[Exercise objective]
Copy out the entries word for word, leaving images aside.

[Dataset entries]

---

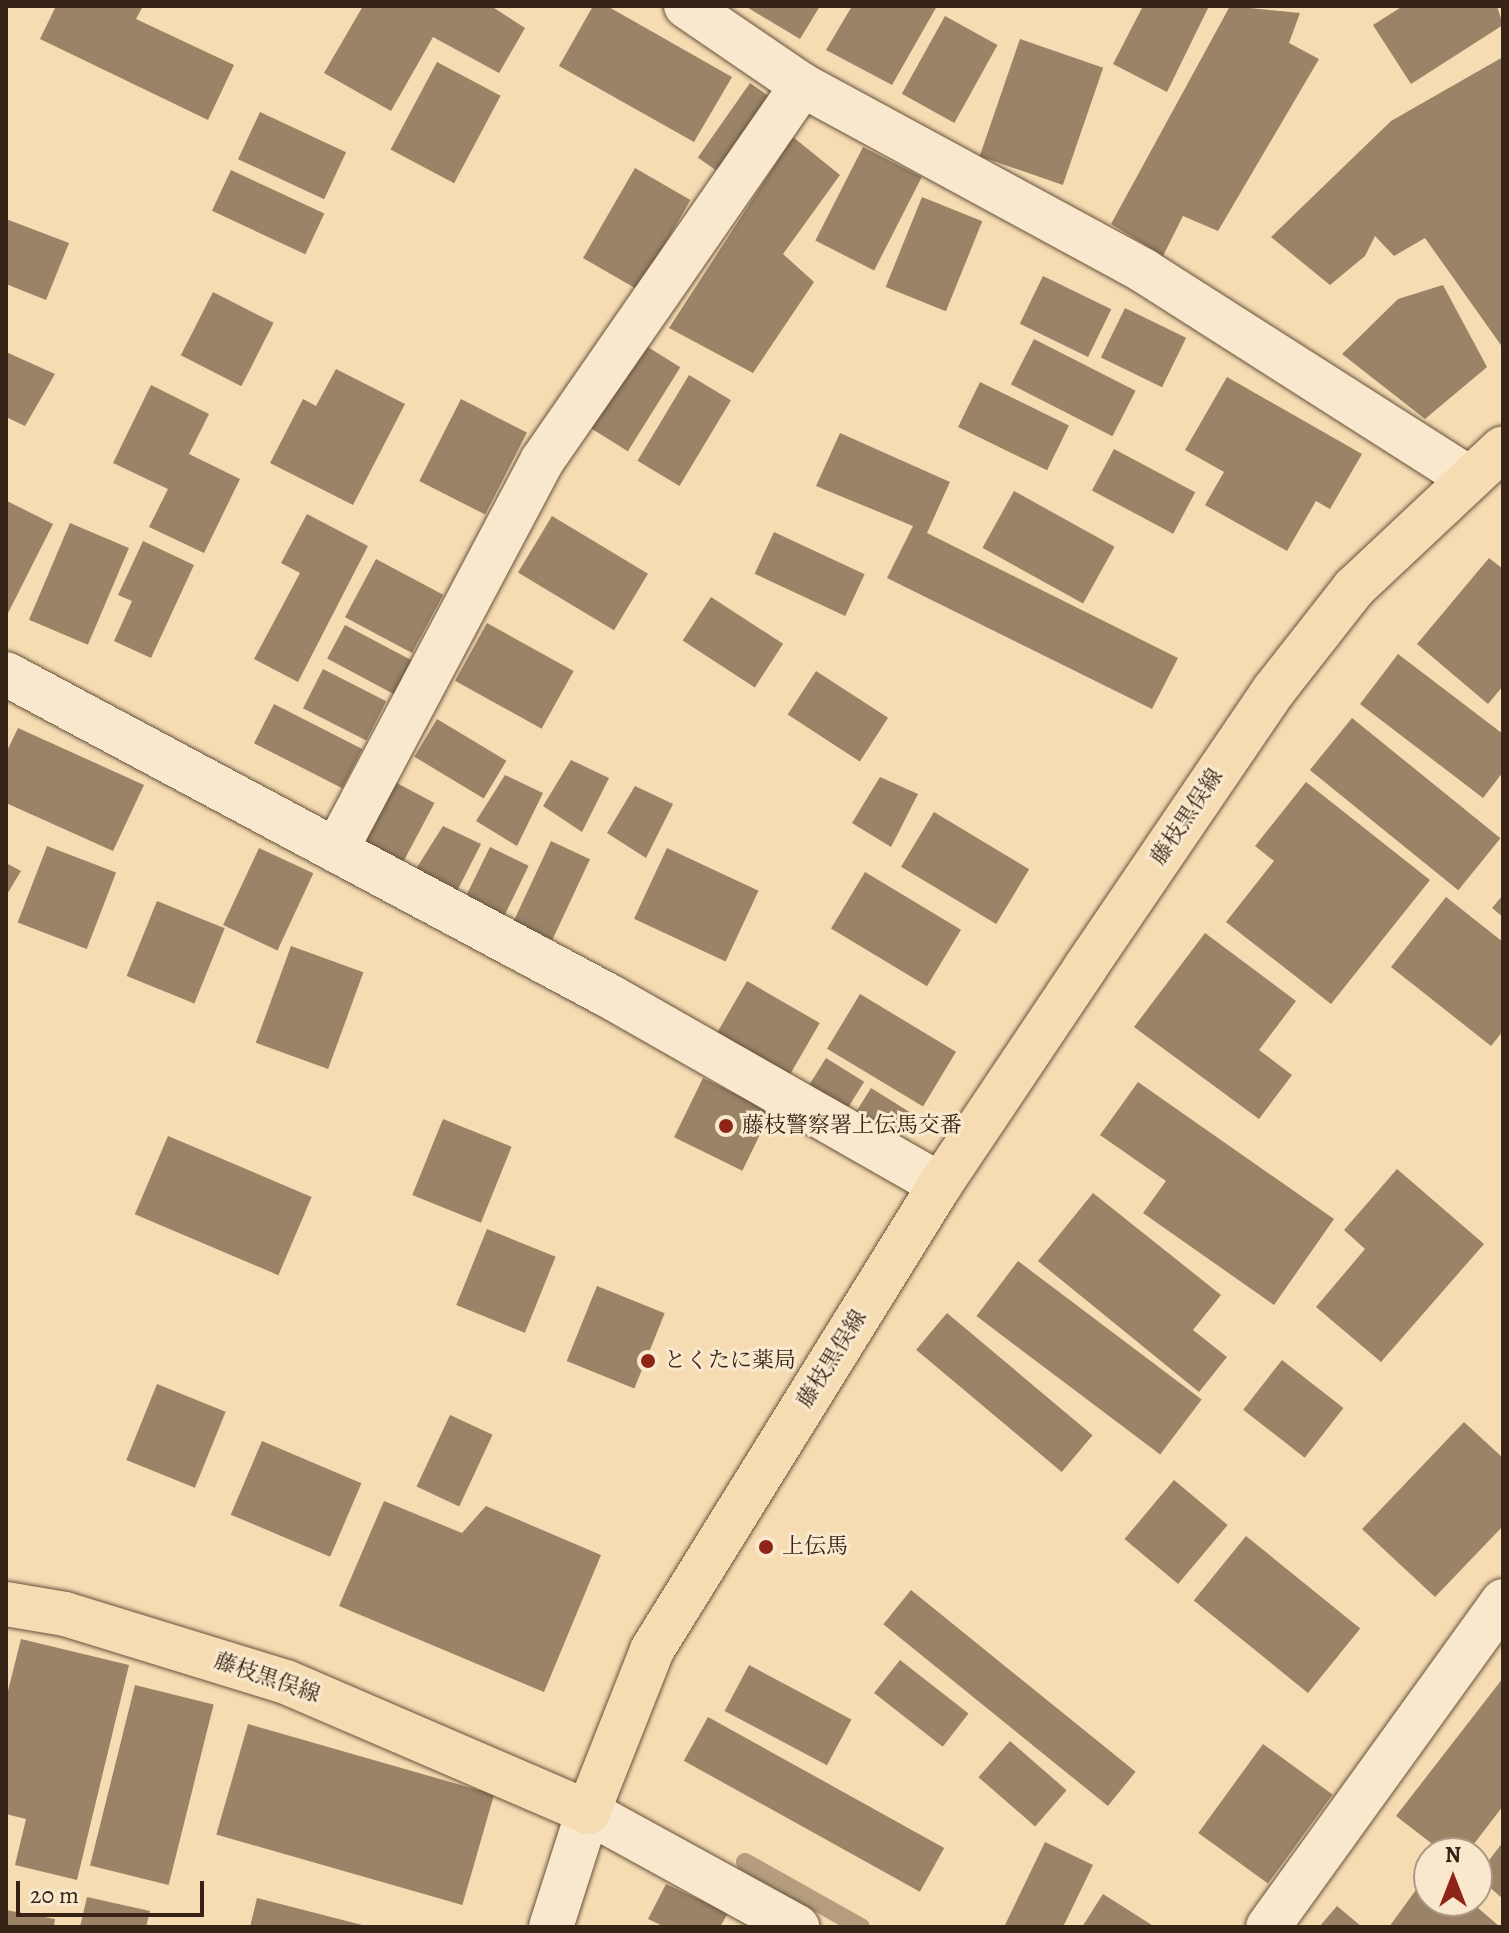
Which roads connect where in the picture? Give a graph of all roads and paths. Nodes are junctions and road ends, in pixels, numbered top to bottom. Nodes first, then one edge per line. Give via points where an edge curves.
1 (686, 6) edge
2 (802, 85) junction
3 (1493, 459) edge
4 (6, 674) edge
5 (336, 850) junction
6 (940, 1185) junction
7 (1503, 1601) edge
8 (6, 1604) edge
9 (588, 1812) junction
10 (551, 1927) edge
11 (797, 1927) edge
12 (1268, 1927) edge

1 - 2 street
2 - 3 street
2 - 5 street via 542,461
3 - 6 main road, 藤枝黒俣線 via 1354,588 1274,690
4 - 5 street
5 - 6 street
6 - 9 main road, 藤枝黒俣線 via 652,1650
7 - 12 street
8 - 9 main road, 藤枝黒俣線 via 65,1614 286,1682
9 - 10 street
9 - 11 street

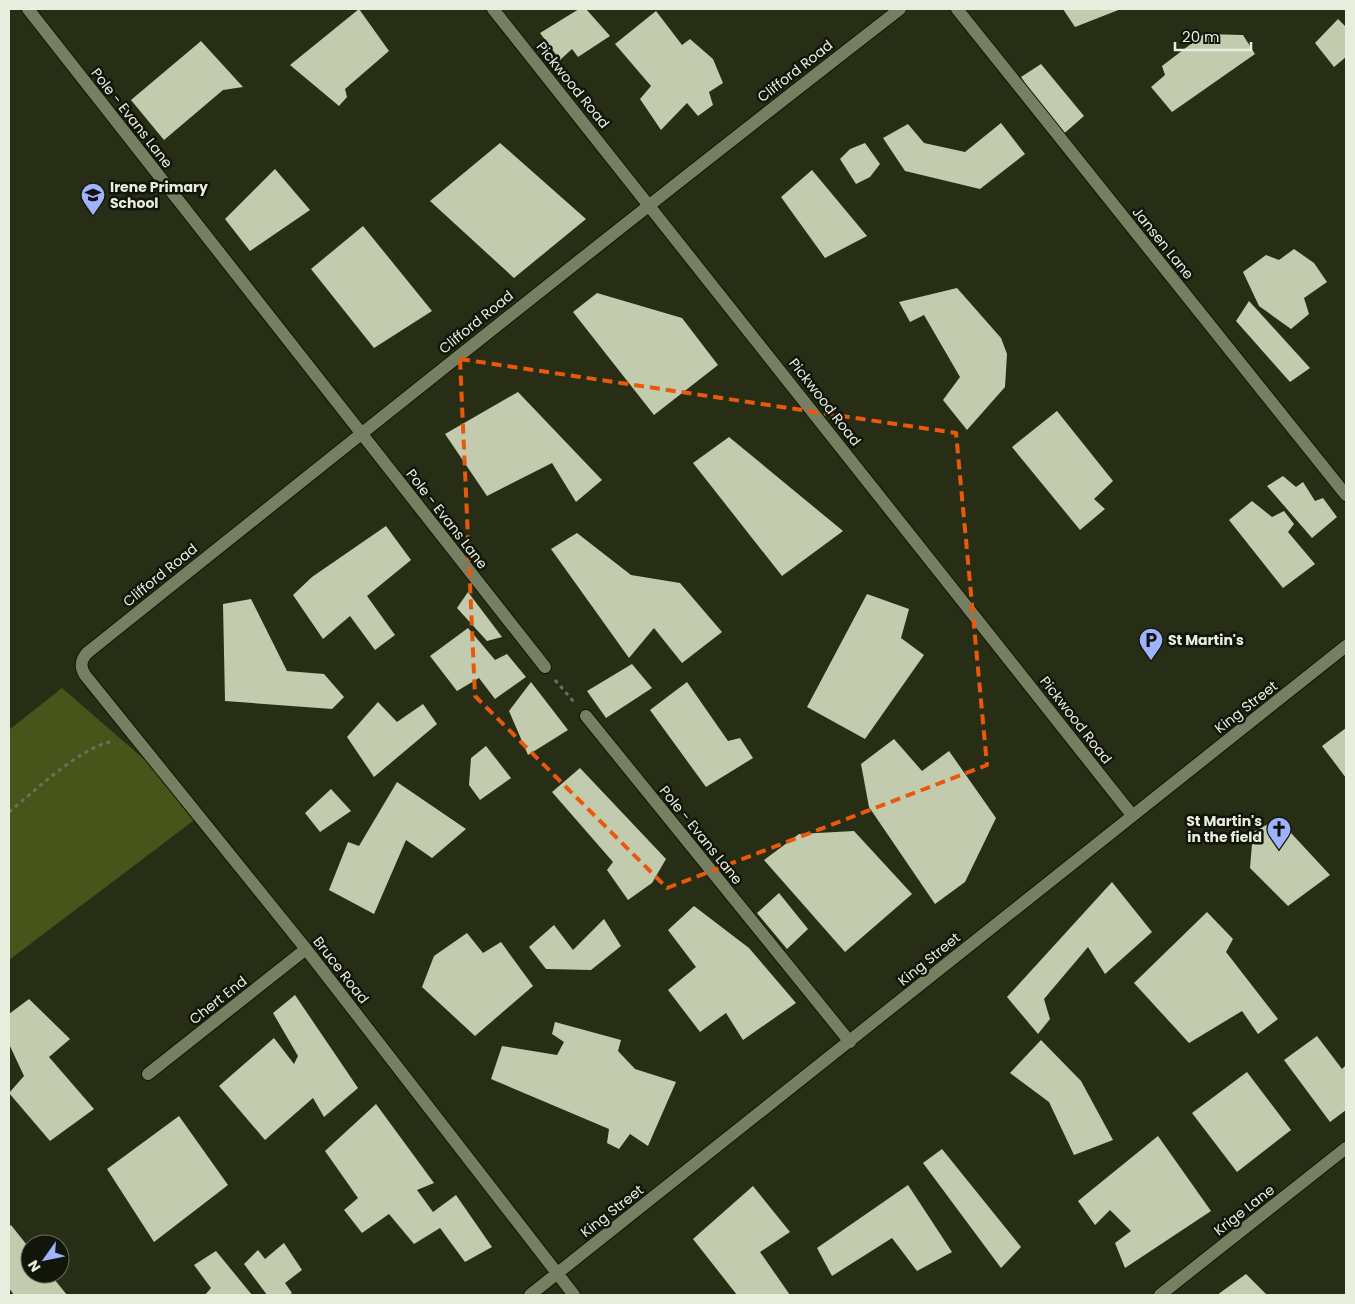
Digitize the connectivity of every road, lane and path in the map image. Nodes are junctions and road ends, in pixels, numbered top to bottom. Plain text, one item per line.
1 (28, 9) edge
2 (493, 9) edge
3 (900, 9) edge
4 (957, 9) edge
5 (648, 204) junction
6 (360, 434) junction
7 (1346, 495) edge
8 (1346, 646) edge
9 (80, 667) joint
10 (544, 667) joint
11 (586, 716) joint
12 (144, 749) junction
13 (9, 812) edge
14 (1132, 815) junction
15 (306, 949) junction
16 (850, 1042) junction
17 (148, 1074) dead end
18 (1346, 1148) edge
19 (557, 1274) junction
20 (530, 1295) edge
21 (574, 1295) edge
22 (1160, 1295) edge

1 - 6 street, Pole - Evans Lane
2 - 5 street, Pickwood Road
3 - 5 street, Clifford Road
4 - 7 street, Jansen Lane
5 - 6 street, Clifford Road
5 - 14 street, Pickwood Road
6 - 9 street, Clifford Road
6 - 10 street, Pole - Evans Lane
8 - 14 street, King Street
9 - 12 street, Bruce Road
10 - 11 path
11 - 16 street, Pole - Evans Lane
12 - 13 path
12 - 15 street, Bruce Road
14 - 16 street, King Street
15 - 17 street, Chert End
15 - 19 street, Bruce Road
16 - 19 street, King Street
18 - 22 street, Krige Lane
19 - 20 street, King Street
19 - 21 street, Bruce Road

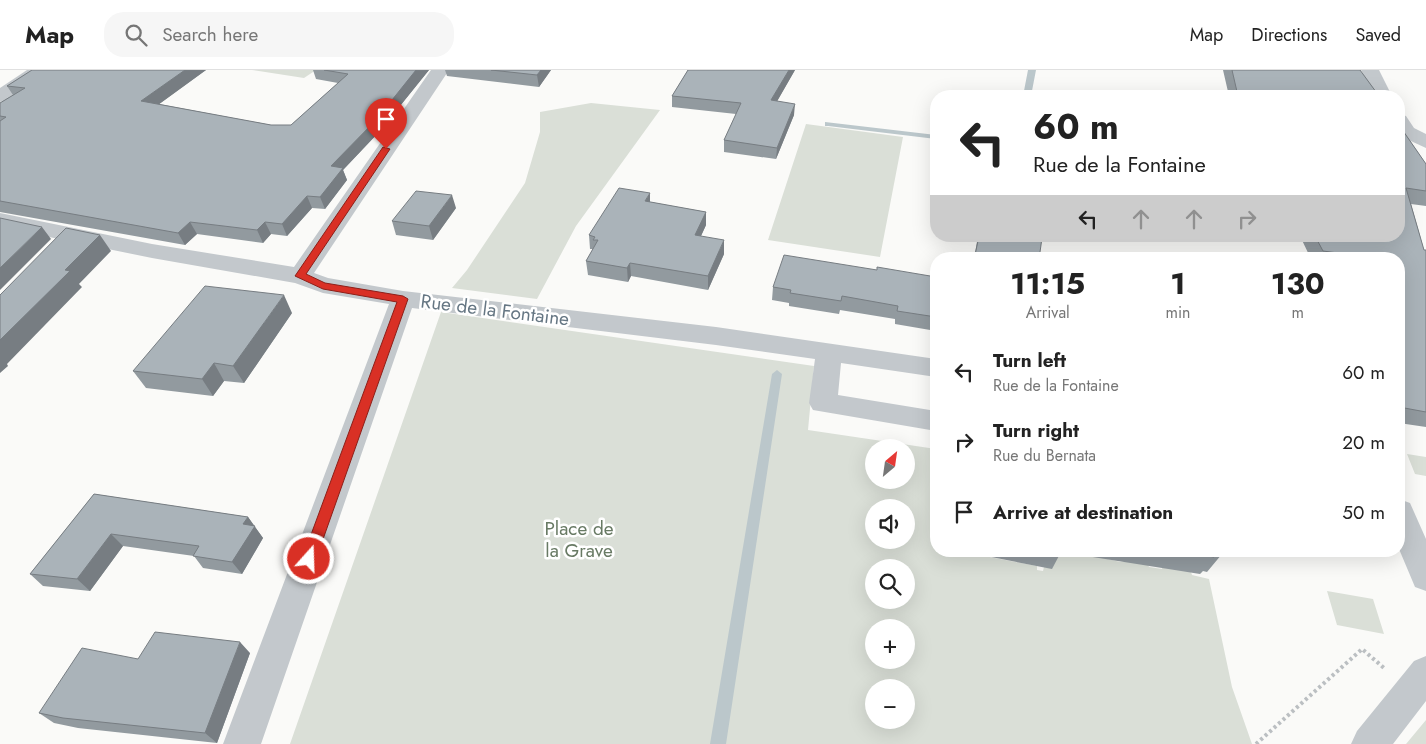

---

[Task solution]
Which roads connect where in the picture? Give a graph of all roads and paths. Nodes are junctions and road ends, in pixels, numbered top to bottom. Nodes first, then one edge per line. Give via points where an edge curves.
1 (686, 6) edge
2 (802, 85) junction
3 (1493, 459) edge
4 (6, 674) edge
5 (336, 850) junction
6 (940, 1185) junction
7 (1503, 1601) edge
8 (6, 1604) edge
9 (588, 1812) junction
10 (551, 1927) edge
11 (797, 1927) edge
12 (1268, 1927) edge

1 - 2 street
2 - 3 street
2 - 5 street via 542,461
3 - 6 main road, 藤枝黒俣線 via 1354,588 1274,690
4 - 5 street
5 - 6 street
6 - 9 main road, 藤枝黒俣線 via 652,1650
7 - 12 street
8 - 9 main road, 藤枝黒俣線 via 65,1614 286,1682
9 - 10 street
9 - 11 street

Digitize the connectivity of every road, lane and path in the map image. Nodes are junctions and road ends, in pixels, numbered top to bottom. Plain text, one item per line.
1 (28, 9) edge
2 (493, 9) edge
3 (900, 9) edge
4 (957, 9) edge
5 (648, 204) junction
6 (360, 434) junction
7 (1346, 495) edge
8 (1346, 646) edge
9 (80, 667) joint
10 (544, 667) joint
11 (586, 716) joint
12 (144, 749) junction
13 (9, 812) edge
14 (1132, 815) junction
15 (306, 949) junction
16 (850, 1042) junction
17 (148, 1074) dead end
18 (1346, 1148) edge
19 (557, 1274) junction
20 (530, 1295) edge
21 (574, 1295) edge
22 (1160, 1295) edge

1 - 6 street, Pole - Evans Lane
2 - 5 street, Pickwood Road
3 - 5 street, Clifford Road
4 - 7 street, Jansen Lane
5 - 6 street, Clifford Road
5 - 14 street, Pickwood Road
6 - 9 street, Clifford Road
6 - 10 street, Pole - Evans Lane
8 - 14 street, King Street
9 - 12 street, Bruce Road
10 - 11 path
11 - 16 street, Pole - Evans Lane
12 - 13 path
12 - 15 street, Bruce Road
14 - 16 street, King Street
15 - 17 street, Chert End
15 - 19 street, Bruce Road
16 - 19 street, King Street
18 - 22 street, Krige Lane
19 - 20 street, King Street
19 - 21 street, Bruce Road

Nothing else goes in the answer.